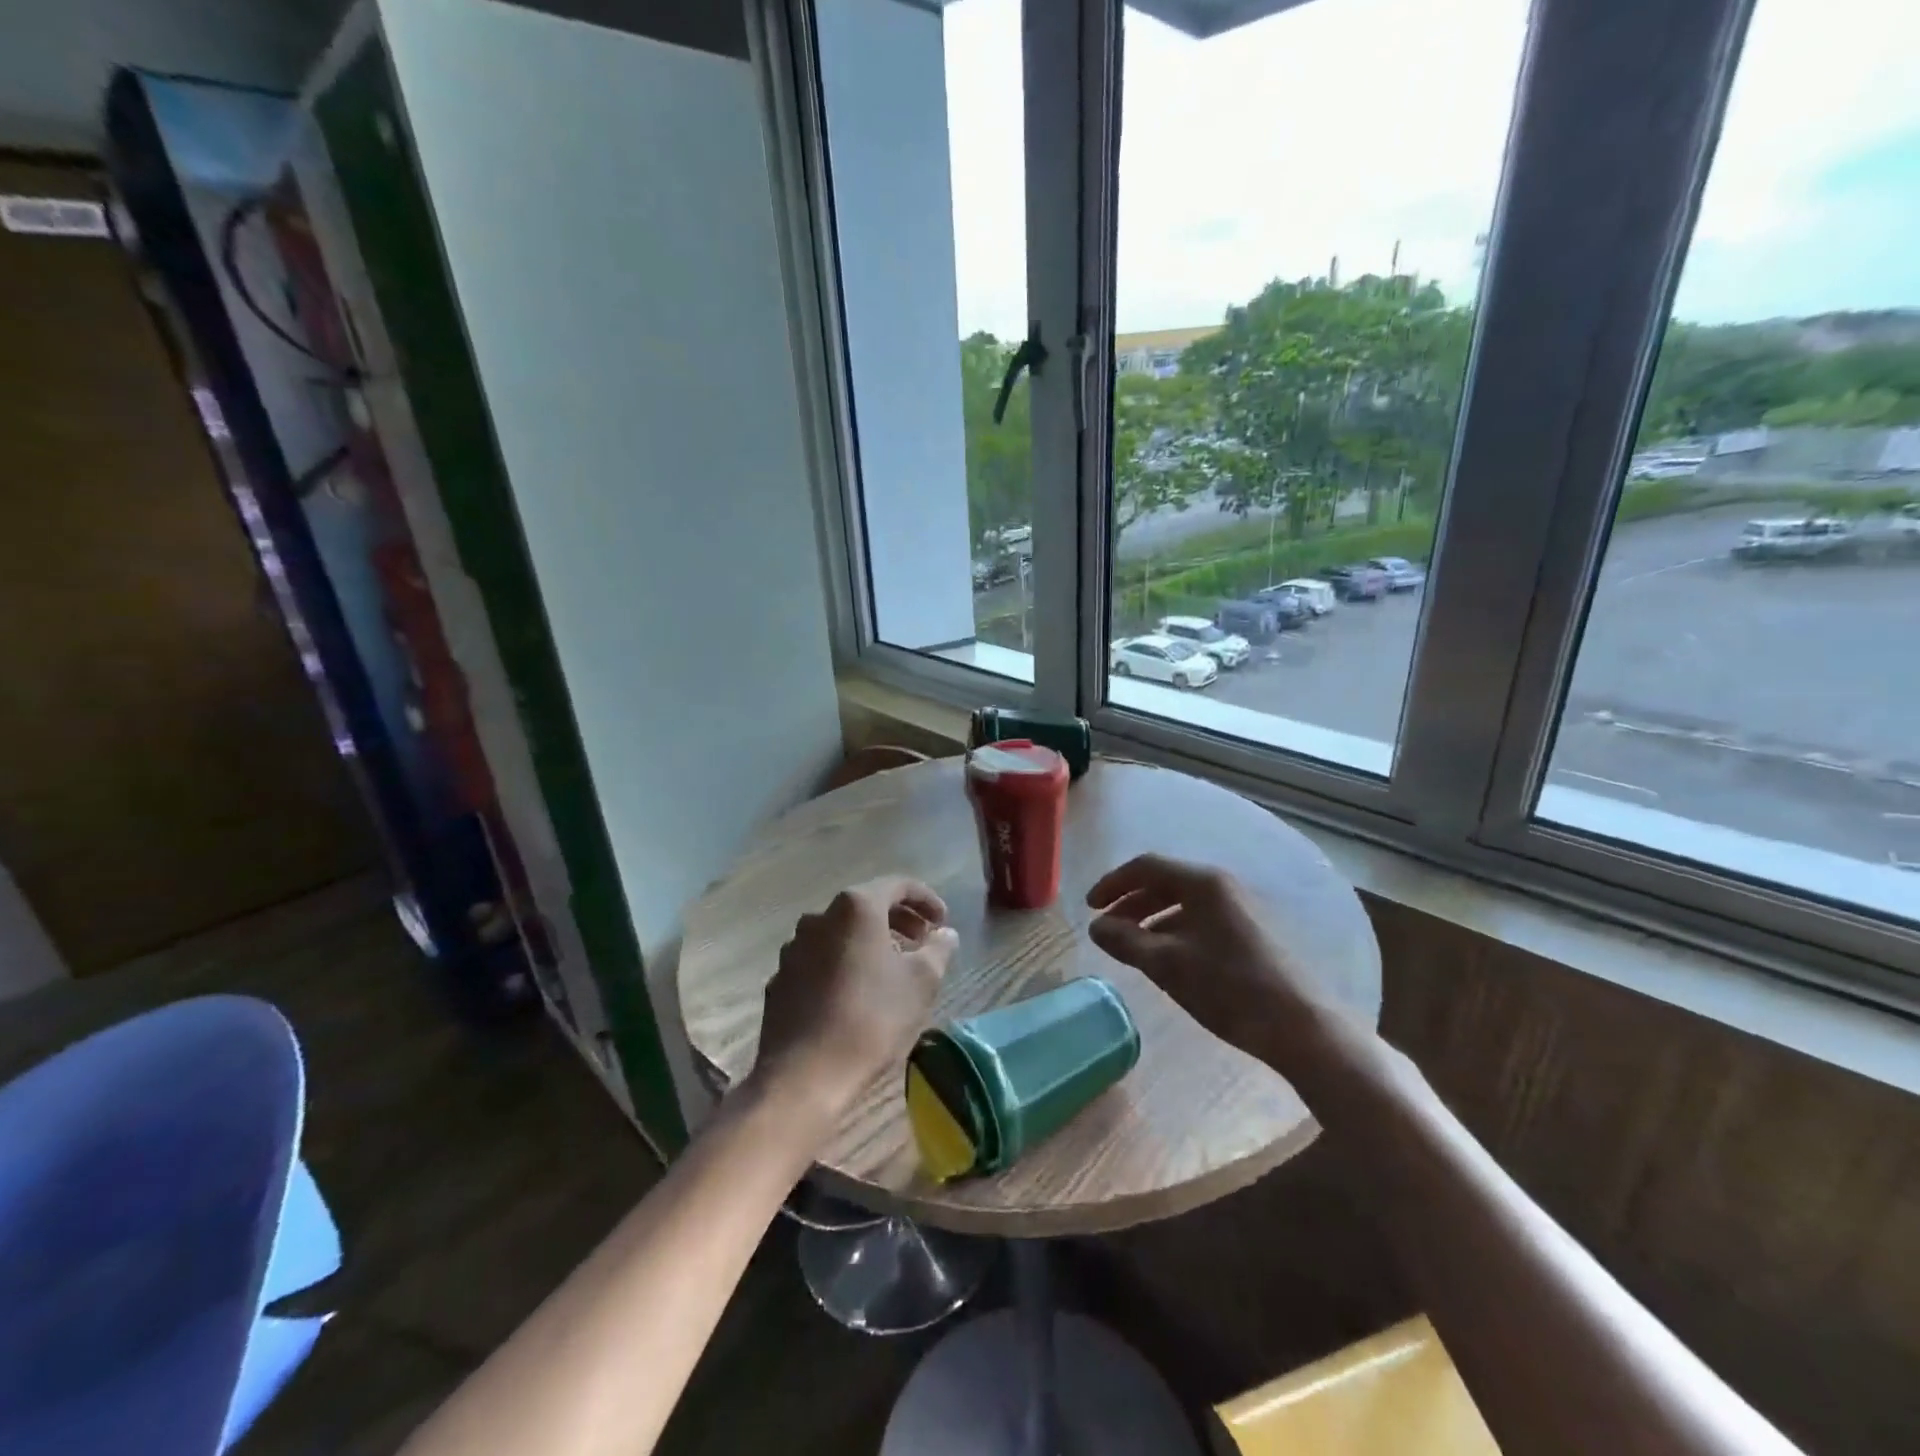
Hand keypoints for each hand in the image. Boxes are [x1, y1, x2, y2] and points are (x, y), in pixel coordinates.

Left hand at [754, 877, 959, 1125]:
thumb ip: (938, 949)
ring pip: (840, 933)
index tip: (943, 922)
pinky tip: (856, 993)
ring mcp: (794, 948)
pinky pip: (819, 959)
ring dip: (869, 942)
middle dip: (898, 920)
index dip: (925, 899)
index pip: (897, 885)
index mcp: (855, 908)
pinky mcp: (780, 979)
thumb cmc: (872, 1019)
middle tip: (922, 942)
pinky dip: (843, 964)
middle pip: (866, 906)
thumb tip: (945, 934)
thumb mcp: (921, 983)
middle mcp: (819, 917)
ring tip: (892, 968)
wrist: (805, 1075)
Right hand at [1086, 854, 1324, 1063]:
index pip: (1146, 866)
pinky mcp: (1251, 932)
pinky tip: (1168, 959)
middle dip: (1130, 903)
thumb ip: (1126, 942)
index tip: (1090, 907)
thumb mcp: (1167, 965)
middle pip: (1165, 882)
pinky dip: (1174, 931)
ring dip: (1151, 919)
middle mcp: (1222, 886)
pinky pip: (1201, 919)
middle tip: (1106, 927)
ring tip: (1132, 947)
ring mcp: (1240, 908)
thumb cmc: (1229, 988)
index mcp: (1202, 883)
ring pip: (1183, 903)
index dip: (1113, 883)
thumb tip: (1095, 927)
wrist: (1301, 1026)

____

# WHAT TO DO
Repeat the listing exactly, pictures excluded.

# THE ANSWER
Hand keypoints for each hand in the image. Boxes are [x1, y1, x2, y2] and points are (x, y), in pixel coordinates.

Left hand at [754, 877, 959, 1125]:
thumb ip: (938, 949)
ring pip: (840, 933)
index tip: (943, 922)
pinky tip: (856, 993)
ring mcp: (794, 948)
pinky pip: (819, 959)
ring dip: (869, 942)
middle dip: (898, 920)
index dip: (925, 899)
index pip: (897, 885)
index mcp: (855, 908)
pinky mcp: (780, 979)
thumb cmc: (872, 1019)
middle tip: (922, 942)
pinky dip: (843, 964)
middle pip: (866, 906)
thumb tip: (945, 934)
thumb mcp: (921, 983)
middle mcp: (819, 917)
ring tip: (892, 968)
wrist: (805, 1075)
Right hand at [1086, 854, 1324, 1063]:
index pip: (1146, 866)
pinky mcp: (1251, 932)
pinky tip: (1168, 959)
middle dip: (1130, 903)
thumb ip: (1126, 942)
index tip: (1090, 907)
thumb mcp: (1167, 965)
middle pip: (1165, 882)
pinky dip: (1174, 931)
ring dip: (1151, 919)
middle mcp: (1222, 886)
pinky pip: (1201, 919)
middle tip: (1106, 927)
ring tip: (1132, 947)
ring mcp: (1240, 908)
thumb cmc: (1229, 988)
index mcp: (1202, 883)
ring pip: (1183, 903)
index dip: (1113, 883)
thumb tip: (1095, 927)
wrist: (1301, 1026)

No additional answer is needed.